■ **Exercise**:
Copy, from the data below, every line that has "dead" in it.

*** Opening Available records ***

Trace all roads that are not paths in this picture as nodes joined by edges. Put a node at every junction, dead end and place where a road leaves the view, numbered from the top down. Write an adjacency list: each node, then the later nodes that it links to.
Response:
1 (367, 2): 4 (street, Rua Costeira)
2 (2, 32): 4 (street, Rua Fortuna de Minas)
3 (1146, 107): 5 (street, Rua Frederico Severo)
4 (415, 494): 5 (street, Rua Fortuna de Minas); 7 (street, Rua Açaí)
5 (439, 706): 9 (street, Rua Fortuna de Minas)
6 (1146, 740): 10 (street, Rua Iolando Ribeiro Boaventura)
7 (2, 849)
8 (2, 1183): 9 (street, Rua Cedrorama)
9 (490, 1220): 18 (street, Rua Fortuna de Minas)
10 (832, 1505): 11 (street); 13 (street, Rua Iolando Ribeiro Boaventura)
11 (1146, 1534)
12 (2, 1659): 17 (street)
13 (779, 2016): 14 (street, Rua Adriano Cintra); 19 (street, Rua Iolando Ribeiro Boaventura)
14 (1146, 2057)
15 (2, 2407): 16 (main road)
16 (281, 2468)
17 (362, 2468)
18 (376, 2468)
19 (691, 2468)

*** Closing Available records ***
*** Opening Available records ***

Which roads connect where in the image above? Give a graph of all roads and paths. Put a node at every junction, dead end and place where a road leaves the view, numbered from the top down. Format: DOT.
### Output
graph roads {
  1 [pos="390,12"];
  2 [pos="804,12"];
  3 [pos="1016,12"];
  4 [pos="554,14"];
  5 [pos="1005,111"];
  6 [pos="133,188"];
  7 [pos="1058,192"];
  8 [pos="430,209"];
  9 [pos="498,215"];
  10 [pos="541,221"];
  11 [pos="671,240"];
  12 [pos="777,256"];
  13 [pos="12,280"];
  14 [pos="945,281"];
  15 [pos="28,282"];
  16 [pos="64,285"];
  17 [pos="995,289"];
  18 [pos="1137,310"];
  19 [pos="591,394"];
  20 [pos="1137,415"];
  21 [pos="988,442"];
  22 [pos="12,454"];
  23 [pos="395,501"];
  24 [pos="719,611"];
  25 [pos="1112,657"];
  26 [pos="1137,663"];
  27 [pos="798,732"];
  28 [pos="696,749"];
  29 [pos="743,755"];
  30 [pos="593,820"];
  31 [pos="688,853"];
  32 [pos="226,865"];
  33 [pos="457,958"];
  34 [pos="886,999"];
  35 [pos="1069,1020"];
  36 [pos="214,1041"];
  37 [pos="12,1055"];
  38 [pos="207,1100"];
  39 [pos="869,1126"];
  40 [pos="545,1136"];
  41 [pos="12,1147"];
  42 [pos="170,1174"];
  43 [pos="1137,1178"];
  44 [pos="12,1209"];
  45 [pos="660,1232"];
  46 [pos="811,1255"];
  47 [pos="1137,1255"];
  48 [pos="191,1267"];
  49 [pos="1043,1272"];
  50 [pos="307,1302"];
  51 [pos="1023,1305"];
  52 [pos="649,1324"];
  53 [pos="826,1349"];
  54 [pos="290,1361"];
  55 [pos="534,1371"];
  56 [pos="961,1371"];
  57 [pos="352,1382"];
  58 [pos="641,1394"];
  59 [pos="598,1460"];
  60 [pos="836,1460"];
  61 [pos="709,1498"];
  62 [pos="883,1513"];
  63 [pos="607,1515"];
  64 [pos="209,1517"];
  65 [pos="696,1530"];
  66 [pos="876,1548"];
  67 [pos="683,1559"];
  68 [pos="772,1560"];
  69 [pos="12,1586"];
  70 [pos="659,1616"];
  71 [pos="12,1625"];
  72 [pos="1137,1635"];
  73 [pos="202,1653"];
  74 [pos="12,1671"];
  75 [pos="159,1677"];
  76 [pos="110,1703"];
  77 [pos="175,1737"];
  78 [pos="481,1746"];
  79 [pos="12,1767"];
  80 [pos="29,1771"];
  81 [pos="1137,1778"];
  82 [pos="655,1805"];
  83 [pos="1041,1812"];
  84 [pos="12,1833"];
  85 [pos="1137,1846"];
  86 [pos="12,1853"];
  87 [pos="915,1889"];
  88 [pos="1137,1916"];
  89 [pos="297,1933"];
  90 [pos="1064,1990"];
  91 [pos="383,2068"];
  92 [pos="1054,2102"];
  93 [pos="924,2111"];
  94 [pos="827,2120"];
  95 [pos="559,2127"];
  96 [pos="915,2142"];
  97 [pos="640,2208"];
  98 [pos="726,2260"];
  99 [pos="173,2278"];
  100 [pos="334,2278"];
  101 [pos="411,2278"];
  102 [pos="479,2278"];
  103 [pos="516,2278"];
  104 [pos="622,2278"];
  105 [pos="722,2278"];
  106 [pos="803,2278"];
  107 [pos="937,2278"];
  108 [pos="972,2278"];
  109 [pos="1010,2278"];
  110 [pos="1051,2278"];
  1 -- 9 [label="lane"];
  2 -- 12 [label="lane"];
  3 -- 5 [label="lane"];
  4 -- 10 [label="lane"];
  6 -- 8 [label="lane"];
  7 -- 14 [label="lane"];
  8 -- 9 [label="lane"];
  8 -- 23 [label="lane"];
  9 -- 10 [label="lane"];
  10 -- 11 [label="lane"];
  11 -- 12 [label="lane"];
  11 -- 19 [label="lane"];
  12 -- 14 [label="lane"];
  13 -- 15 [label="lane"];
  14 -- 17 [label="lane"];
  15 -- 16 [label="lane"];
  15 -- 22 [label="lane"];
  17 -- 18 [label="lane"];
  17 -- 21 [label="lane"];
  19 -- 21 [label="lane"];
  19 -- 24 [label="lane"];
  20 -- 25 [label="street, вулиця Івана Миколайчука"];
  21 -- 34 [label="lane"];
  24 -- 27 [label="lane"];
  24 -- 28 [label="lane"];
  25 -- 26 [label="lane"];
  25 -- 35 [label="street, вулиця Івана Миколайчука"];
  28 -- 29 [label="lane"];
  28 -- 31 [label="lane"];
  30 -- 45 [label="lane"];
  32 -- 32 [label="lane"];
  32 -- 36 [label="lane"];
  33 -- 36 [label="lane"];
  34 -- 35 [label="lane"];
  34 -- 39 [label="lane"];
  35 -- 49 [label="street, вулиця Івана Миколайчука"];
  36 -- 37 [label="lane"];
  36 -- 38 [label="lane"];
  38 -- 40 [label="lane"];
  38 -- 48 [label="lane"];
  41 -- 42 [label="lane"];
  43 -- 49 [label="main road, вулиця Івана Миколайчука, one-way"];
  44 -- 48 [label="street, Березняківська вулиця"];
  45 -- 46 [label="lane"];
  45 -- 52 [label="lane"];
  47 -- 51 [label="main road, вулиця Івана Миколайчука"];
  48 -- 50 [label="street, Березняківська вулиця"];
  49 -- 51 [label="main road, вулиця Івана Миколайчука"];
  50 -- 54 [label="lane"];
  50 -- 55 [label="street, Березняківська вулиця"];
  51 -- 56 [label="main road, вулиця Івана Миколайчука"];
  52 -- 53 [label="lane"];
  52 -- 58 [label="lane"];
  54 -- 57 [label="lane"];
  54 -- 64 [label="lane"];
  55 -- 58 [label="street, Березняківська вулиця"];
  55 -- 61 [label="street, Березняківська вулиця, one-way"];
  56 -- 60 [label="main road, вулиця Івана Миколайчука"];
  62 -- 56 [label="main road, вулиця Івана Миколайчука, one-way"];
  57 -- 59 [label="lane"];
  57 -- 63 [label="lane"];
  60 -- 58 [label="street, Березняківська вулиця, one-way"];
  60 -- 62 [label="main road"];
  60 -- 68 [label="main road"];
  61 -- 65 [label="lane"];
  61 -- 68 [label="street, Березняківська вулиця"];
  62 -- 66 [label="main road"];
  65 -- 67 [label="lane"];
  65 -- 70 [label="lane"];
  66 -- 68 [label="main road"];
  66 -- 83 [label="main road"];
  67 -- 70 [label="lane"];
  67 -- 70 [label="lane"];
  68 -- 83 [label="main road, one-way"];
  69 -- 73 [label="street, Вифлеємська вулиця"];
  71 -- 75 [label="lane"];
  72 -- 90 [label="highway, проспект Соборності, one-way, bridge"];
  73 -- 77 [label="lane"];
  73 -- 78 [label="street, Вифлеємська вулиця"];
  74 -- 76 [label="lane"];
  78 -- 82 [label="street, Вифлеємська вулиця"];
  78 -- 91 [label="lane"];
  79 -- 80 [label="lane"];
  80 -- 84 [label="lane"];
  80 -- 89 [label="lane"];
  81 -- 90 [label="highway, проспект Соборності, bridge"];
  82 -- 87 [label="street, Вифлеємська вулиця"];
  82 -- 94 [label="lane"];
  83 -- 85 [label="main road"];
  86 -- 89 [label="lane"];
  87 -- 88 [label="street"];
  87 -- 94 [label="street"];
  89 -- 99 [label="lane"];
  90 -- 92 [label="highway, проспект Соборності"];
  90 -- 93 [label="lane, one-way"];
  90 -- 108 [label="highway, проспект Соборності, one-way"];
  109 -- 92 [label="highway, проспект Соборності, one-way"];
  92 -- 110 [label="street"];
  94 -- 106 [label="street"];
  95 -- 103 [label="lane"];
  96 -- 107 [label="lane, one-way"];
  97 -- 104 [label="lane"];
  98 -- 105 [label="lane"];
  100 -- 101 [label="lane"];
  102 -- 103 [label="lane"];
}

*** Closing Available records ***

■ **Answer space**:
Trace all roads that are not paths in this picture as nodes joined by edges. Put a node at every junction, dead end and place where a road leaves the view, numbered from the top down. Write an adjacency list: each node, then the later nodes that it links to.
Which roads connect where in the image above? Give a graph of all roads and paths. Put a node at every junction, dead end and place where a road leaves the view, numbered from the top down. Format: DOT.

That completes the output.